Hadoop is a widely-used open-source framework for distributed storage and processing of large data sets. This guide will walk you through the installation and configuration of Hadoop on an Ubuntu VPS, ensuring optimal performance and scalability for your big data projects.
10 min
Edited:12-10-2024
Hadoop is an open-source framework designed for distributed storage and processing of large datasets across clusters of computers. it can be used for: Big Data Storage, Data Processing, Data Analytics, Data Lakes and more
Start by updating your Ubuntu system to ensure that all packages are up to date.

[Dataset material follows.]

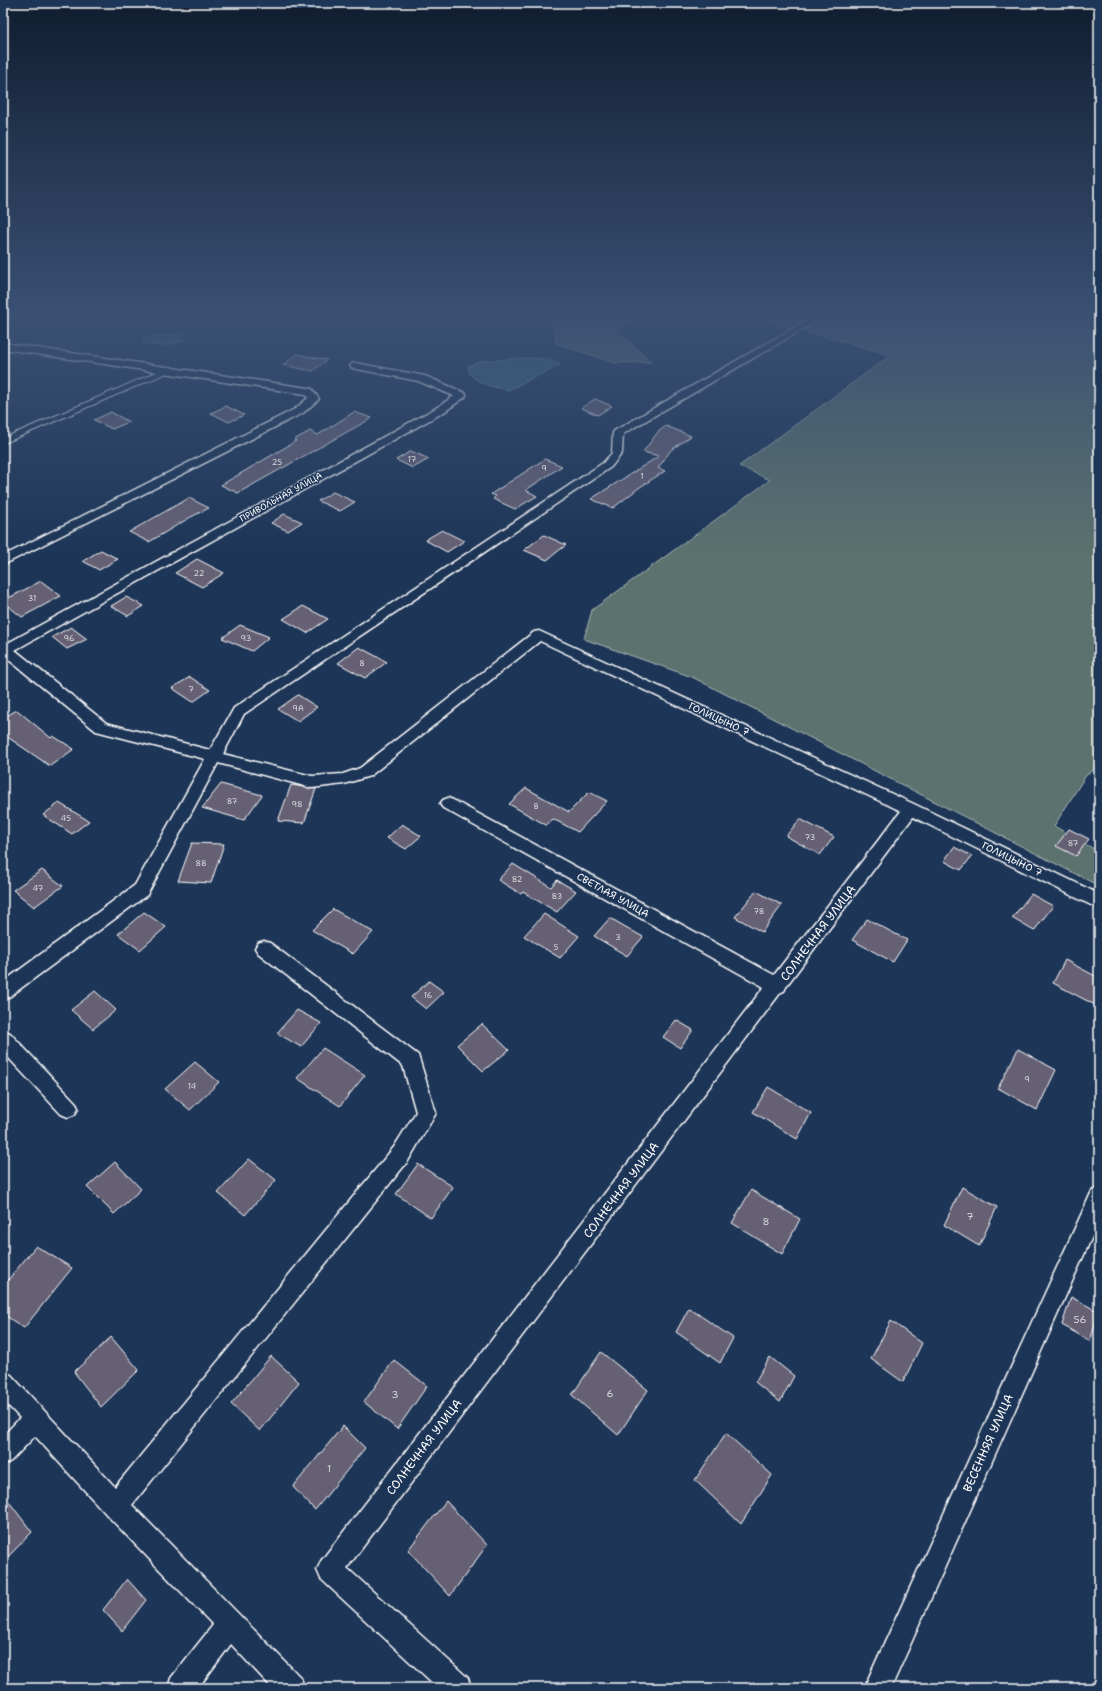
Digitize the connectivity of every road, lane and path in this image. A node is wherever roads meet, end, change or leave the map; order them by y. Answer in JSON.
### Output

Run the following commands:
1. sudo apt update
2. sudo apt upgrade
Hadoop requires Java to run, so install the default Java Development Kit (JDK) on your Ubuntu VPS:
1. sudo apt install openjdk-11-jdk -y
Verify the installation by checking the Java version:
1. java -version
You should see something like:
1. openjdk version "11.0.11"
For security and organizational purposes, it’s recommended to create a dedicated user for Hadoop:
1. sudo adduser hadoopuser
2. sudo usermod -aG sudo hadoopuser
Switch to the new user:
1. su - hadoopuser
Hadoop uses SSH to manage its nodes. Ensure that SSH is installed and set up:
1. sudo apt install ssh
Also, generate an SSH key pair for password-less SSH login:
1. ssh-keygen -t rsa -P ""
Add the generated public key to the authorized keys:
1. cat ~/.ssh/id_rsa.pub >> ~/.ssh/authorized_keys
2. chmod 600 ~/.ssh/authorized_keys
Test SSH by running:
1. ssh localhost
You should be able to log in without a password prompt.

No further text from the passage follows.